> **Aim of the exercise**:
Search the records below for the word "Gardner". Copy each line where it occurs.

****************

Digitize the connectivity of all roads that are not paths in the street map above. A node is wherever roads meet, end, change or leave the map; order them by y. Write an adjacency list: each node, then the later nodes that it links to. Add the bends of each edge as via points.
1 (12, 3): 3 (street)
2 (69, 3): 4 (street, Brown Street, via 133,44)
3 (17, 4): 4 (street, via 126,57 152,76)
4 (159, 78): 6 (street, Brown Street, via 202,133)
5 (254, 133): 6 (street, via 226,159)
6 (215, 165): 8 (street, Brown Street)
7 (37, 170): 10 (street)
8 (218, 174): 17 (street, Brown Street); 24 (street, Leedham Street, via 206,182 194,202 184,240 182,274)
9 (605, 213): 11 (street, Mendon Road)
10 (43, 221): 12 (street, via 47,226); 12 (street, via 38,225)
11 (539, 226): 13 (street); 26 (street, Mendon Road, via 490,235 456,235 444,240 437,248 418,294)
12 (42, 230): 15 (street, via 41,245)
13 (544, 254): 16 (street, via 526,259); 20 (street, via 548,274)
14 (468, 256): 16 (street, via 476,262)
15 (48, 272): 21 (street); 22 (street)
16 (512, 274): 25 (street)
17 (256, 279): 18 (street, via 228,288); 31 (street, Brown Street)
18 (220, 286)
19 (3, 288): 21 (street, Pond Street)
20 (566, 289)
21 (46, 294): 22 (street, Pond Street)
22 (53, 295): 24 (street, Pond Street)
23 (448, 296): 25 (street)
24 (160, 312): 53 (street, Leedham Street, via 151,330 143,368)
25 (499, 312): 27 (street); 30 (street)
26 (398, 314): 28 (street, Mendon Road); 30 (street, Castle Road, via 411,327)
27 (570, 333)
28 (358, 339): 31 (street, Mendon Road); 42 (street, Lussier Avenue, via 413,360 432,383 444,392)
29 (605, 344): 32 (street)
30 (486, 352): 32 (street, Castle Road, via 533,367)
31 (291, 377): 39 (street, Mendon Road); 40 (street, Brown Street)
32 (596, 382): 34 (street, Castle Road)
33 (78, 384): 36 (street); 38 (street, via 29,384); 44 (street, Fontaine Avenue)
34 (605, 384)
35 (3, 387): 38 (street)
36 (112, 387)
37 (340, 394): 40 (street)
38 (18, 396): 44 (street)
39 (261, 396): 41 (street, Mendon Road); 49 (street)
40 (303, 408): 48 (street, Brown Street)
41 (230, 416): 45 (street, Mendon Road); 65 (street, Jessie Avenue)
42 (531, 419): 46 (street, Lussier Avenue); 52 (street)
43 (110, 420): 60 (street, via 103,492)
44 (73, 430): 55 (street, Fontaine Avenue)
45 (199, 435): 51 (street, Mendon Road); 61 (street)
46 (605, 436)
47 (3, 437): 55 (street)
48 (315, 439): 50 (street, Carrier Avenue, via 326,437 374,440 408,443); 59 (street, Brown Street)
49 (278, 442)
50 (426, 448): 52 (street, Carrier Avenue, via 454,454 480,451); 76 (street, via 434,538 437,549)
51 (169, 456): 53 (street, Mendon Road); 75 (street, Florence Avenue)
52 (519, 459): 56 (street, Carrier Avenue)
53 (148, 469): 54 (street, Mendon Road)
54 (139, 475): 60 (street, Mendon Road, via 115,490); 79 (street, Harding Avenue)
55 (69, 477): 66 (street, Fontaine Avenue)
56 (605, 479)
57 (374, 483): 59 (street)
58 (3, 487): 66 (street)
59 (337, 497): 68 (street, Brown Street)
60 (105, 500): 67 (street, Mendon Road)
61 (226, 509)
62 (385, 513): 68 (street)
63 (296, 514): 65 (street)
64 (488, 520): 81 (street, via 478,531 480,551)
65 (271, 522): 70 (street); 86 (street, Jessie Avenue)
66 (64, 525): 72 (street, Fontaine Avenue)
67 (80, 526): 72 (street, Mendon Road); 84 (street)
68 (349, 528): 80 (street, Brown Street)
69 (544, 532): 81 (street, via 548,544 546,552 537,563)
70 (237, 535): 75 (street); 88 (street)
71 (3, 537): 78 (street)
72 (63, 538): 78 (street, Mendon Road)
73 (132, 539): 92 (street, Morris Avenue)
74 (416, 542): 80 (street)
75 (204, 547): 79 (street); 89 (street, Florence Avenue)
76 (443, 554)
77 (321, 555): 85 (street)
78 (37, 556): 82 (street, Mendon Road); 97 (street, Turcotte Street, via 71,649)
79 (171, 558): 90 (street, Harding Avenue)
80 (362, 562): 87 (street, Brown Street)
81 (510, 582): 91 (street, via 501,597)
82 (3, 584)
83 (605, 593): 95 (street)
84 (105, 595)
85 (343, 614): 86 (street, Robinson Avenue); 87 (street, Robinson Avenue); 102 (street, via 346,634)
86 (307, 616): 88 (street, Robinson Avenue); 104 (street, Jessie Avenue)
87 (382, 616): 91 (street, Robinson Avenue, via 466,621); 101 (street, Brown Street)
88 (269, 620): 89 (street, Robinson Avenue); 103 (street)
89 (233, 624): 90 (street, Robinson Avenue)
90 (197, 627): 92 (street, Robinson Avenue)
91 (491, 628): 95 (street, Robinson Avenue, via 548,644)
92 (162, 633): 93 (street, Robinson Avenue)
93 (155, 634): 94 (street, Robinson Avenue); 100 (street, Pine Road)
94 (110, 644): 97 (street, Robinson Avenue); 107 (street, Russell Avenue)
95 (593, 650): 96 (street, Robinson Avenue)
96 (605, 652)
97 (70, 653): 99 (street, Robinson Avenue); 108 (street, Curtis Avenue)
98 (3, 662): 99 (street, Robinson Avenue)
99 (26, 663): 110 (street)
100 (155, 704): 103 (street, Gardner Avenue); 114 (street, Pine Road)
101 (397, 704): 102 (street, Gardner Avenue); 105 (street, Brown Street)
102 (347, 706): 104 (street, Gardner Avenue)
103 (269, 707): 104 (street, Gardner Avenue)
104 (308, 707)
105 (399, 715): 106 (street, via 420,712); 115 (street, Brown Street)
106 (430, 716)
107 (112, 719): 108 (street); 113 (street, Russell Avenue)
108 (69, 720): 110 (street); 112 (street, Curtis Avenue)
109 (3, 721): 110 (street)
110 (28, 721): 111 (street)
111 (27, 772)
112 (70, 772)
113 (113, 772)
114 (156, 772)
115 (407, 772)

****************

> **Solution below**:
100 (155, 704): 103 (street, Gardner Avenue); 114 (street, Pine Road)
101 (397, 704): 102 (street, Gardner Avenue); 105 (street, Brown Street)
102 (347, 706): 104 (street, Gardner Avenue)
103 (269, 707): 104 (street, Gardner Avenue)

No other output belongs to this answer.